RECORDS FOR THIS TASK:
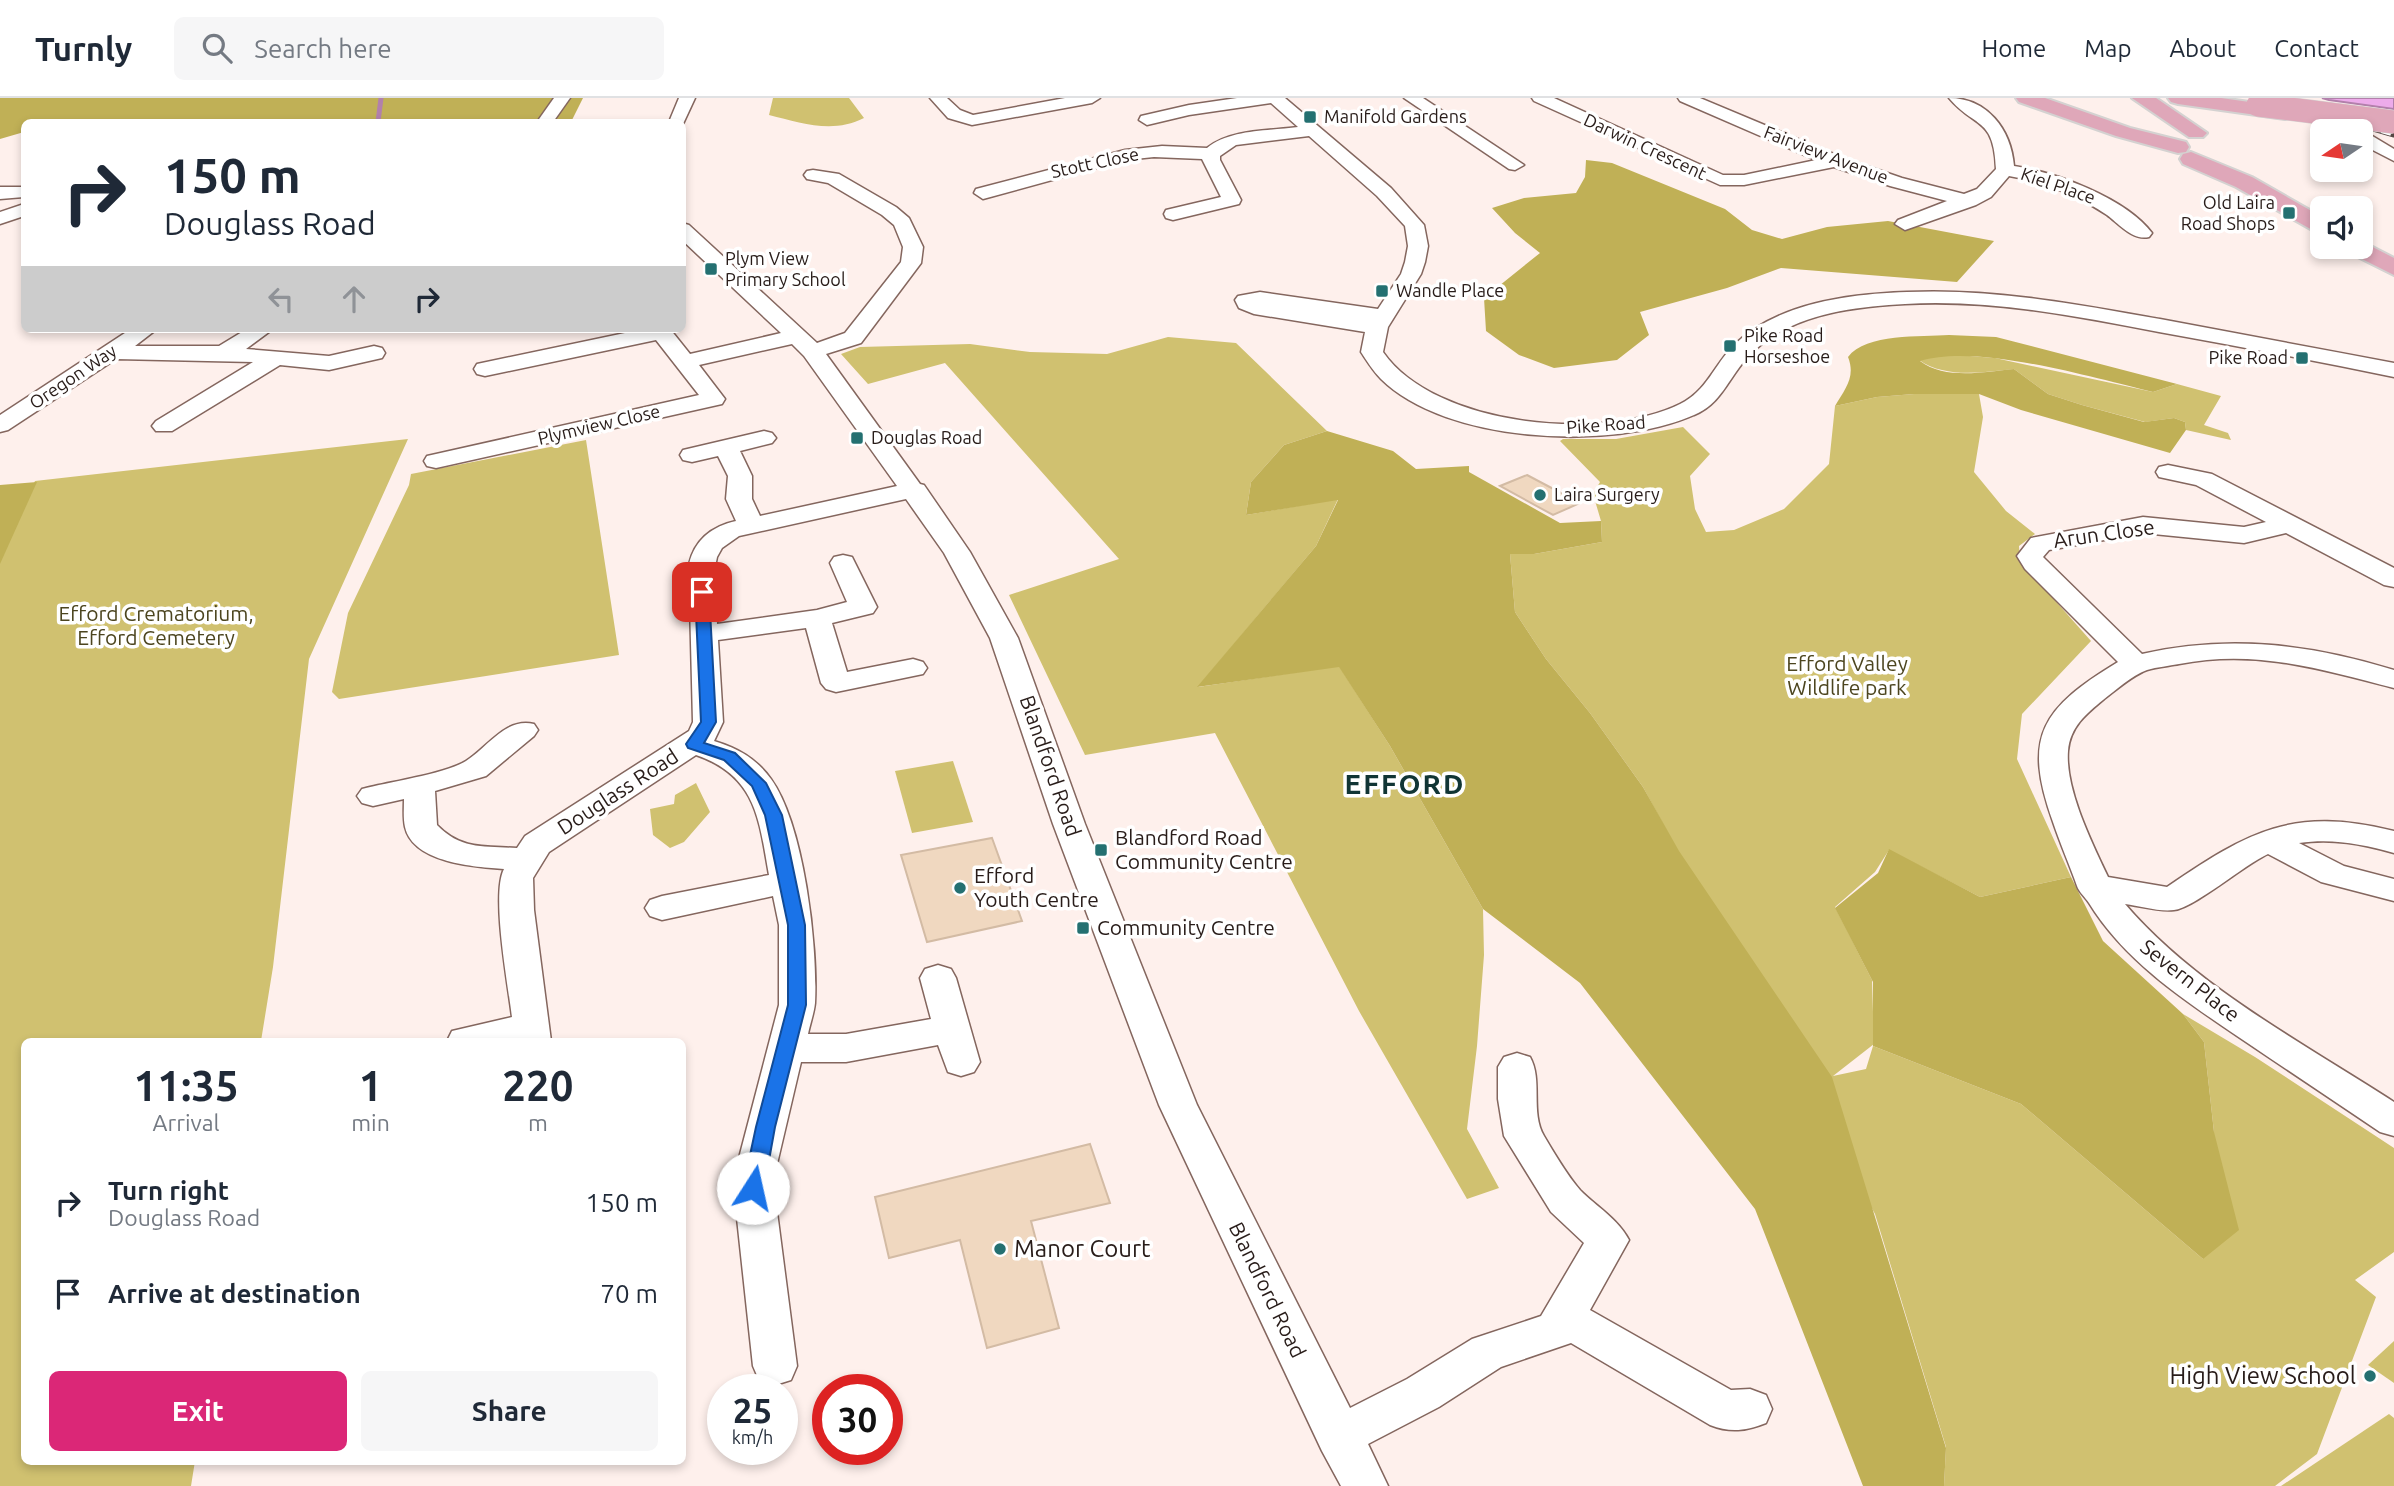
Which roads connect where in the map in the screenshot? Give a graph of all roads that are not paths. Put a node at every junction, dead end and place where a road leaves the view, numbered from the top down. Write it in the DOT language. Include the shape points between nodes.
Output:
graph roads {
  1 [pos="562,98"];
  2 [pos="687,98"];
  3 [pos="938,98"];
  4 [pos="1092,98"];
  5 [pos="1273,98"];
  6 [pos="1412,98"];
  7 [pos="1540,98"];
  8 [pos="1686,98"];
  9 [pos="1957,98"];
  10 [pos="2026,98"];
  11 [pos="2143,98"];
  12 [pos="2178,98"];
  13 [pos="2212,98"];
  14 [pos="547,119"];
  15 [pos="678,119"];
  16 [pos="1147,120"];
  17 [pos="2394,125"];
  18 [pos="1314,130"];
  19 [pos="2373,144"];
  20 [pos="2192,150"];
  21 [pos="1211,154"];
  22 [pos="2394,156"];
  23 [pos="1835,161"];
  24 [pos="1515,165"];
  25 [pos="2005,170"];
  26 [pos="813,175"];
  27 [pos="21,192"];
  28 [pos="0,193"];
  29 [pos="983,193"];
  30 [pos="1969,201"];
  31 [pos="1151,207"];
  32 [pos="21,211"];
  33 [pos="0,218"];
  34 [pos="2310,219"];
  35 [pos="1905,224"];
  36 [pos="686,233"];
  37 [pos="2142,233"];
  38 [pos="2373,256"];
  39 [pos="2394,268"];
  40 [pos="1380,321"];
  41 [pos="140,333"];
  42 [pos="255,333"];
  43 [pos="651,333"];
  44 [pos="662,333"];
  45 [pos="805,344"];
  46 [pos="110,352"];
  47 [pos="224,352"];
  48 [pos="374,353"];
  49 [pos="276,358"];
  50 [pos="684,362"];
  51 [pos="485,369"];
  52 [pos="2394,370"];
  53 [pos="0,425"];
  54 [pos="164,426"];
  55 [pos="764,438"];
  56 [pos="726,449"];
  57 [pos="692,455"];
  58 [pos="436,461"];
  59 [pos="2168,472"];
  60 [pos="915,490"];
  61 [pos="2291,524"];
  62 [pos="751,525"];
  63 [pos="843,563"];
  64 [pos="2394,579"];
  65 [pos="817,618"];
  66 [pos="704,634"];
  67 [pos="2136,664"];
  68 [pos="913,668"];
  69 [pos="2394,679"];
  70 [pos="523,730"];
  71 [pos="693,744"];
  72 [pos="419,786"];
  73 [pos="373,796"];
  74 [pos="2269,841"];
  75 [pos="2394,842"];
  76 [pos="526,859"];
  77 [pos="789,882"];
  78 [pos="2093,885"];
  79 [pos="2394,890"];
  80 [pos="2173,899"];
  81 [pos="662,908"];
  82 [pos="2136,941"];
  83 [pos="938,978"];
  84 [pos="533,1033"];
  85 [pos="490,1038"];
  86 [pos="786,1048"];
  87 [pos="1517,1067"];
  88 [pos="2394,1121"];
  89 [pos="1564,1317"];
  90 [pos="775,1366"];
  91 [pos="1750,1409"];
  92 [pos="1338,1436"];
  93 [pos="1365,1486"];
  1 -- 14 [label="street"];
  2 -- 15 [label="street"];
  3 -- 4 [label="street" via="954,114 972,120"];
  5 -- 16 [label="street"];
  5 -- 18 [label="street"];
  6 -- 24 [label="street"];
  7 -- 23 [label="street, Darwin Crescent" via="1720,180 1744,180"];
  8 -- 23 [label="street, Fairview Avenue"];
  9 -- 25 [label="street" via="1994,127 2003,141"];
  10 -- 20 [label="main road"];
  11 -- 20 [label="main road"];
  12 -- 17 [label="main road, bridge"];
  13 -- 17 [label="main road, bridge"];
  18 -- 21 [label="street, Stott Close" via="1236,140"];
  18 -- 40 [label="street" via="1414,225 1418,246 1411,274"];
  19 -- 22 [label="street"];
  20 -- 34 [label="main road"];
  21 -- 29 [label="street, Stott Close" via="1131,154"];
  21 -- 31 [label="street" via="1238,205 1176,220"];
  23 -- 30 [label="street, Fairview Avenue"];
  25 -- 30 [label="street" via="1990,189"];
  25 -- 37 [label="street, Kiel Place" via="2042,177 2087,194"];
  26 -- 45 [label="street" via="833,178 889,211 902,222 913,247 911,263 853,338 837,345"];
  27 -- 28 [label="street"];
  30 -- 35 [label="street"];
  32 -- 33 [label="street"];
  36 -- 45 [label="street, Blandford Road"];
  38 -- 39 [label="main road"];
  40 -- 40 [label="street" via="1254,308 1245,300 1260,298"];
  40 -- 52 [label="street, Pike Road" via="1372,352 1391,377 1412,391 1482,419 1555,429 1629,427 1668,417 1711,396 1732,360 1768,330 1832,307 1906,298 2018,302"];
  41 -- 46 [label="street, Oregon Way"];
  42 -- 47 [label="street"];
  43 -- 51 [label="street, Plymview Close"];
  44 -- 50 [label="street, Plymview Close"];
  45 -- 50 [label="street"];
  45 -- 60 [label="street, Blandford Road"];
  46 -- 47 [label="street"];
  46 -- 53 [label="street, Oregon Way"];
  47 -- 49 [label="street"];
  48 -- 49 [label="street" via="329,363"];
  49 -- 54 [label="street"];
  50 -- 58 [label="street, Plymview Close" via="714,399"];
  55 -- 56 [label="street"];
  56 -- 57 [label="street"];
  56 -- 62 [label="street" via="740,476 739,499"];
  59 -- 61 [label="street" via="2203,478"];
  60 -- 62 [label="street, Douglass Road"];
  60 -- 92 [label="street, Blandford Road" via="957,552 1004,638 1069,824 1178,1105"];
  61 -- 64 [label="street"];
  61 -- 67 [label="street, Arun Close" via="2244,535 2143,525 2033,549 2034,563"];
  62 -- 66 [label="street, Douglass Road" via="712,541 702,555"];
  63 -- 65 [label="street" via="863,607"];
  65 -- 66 [label="street"];
  65 -- 68 [label="street" via="836,683"];
  66 -- 71 [label="street, Douglass Road" via="708,722"];
  67 -- 69 [label="street, Severn Place" via="2211,651 2250,650 2355,666"];
  67 -- 78 [label="street, Severn Place" via="2091,695 2055,732 2052,776"];
  70 -- 72 [label="street" via="475,769"];
  71 -- 76 [label="street, Douglass Road" via="537,844"];
  71 -- 77 [label="street" via="729,757 758,783 774,815"];
  72 -- 73 [label="street"];
  72 -- 76 [label="street" via="421,828 439,847 471,856"];
  74 -- 75 [label="street" via="2290,832 2321,828"];
  74 -- 79 [label="street" via="2333,874"];
  74 -- 80 [label="street" via="2231,859"];
  76 -- 84 [label="street, Douglass Road" via="516,878 517,910"];
  77 -- 81 [label="street"];
  77 -- 86 [label="street" via="798,970 797,1005"];
  78 -- 80 [label="street"];
  78 -- 82 [label="street, Severn Place"];
  80 -- 82 [label="street"];
  82 -- 88 [label="street, Severn Place" via="2228,1012"];
  83 -- 86 [label="street" via="957,1046"];
  84 -- 85 [label="street"];
  86 -- 90 [label="street" via="753,1181"];
  87 -- 89 [label="street" via="1523,1136 1565,1200 1608,1240"];
  89 -- 91 [label="street" via="1726,1410"];
  89 -- 92 [label="street" via="1556,1330 1487,1352 1423,1393"];
  92 -- 93 [label="street, Blandford Road"];
}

TASK OBJECTIVE:
Lines holding "Severn": count them across the data and reply with the number alone.

RESULT BELOW:
4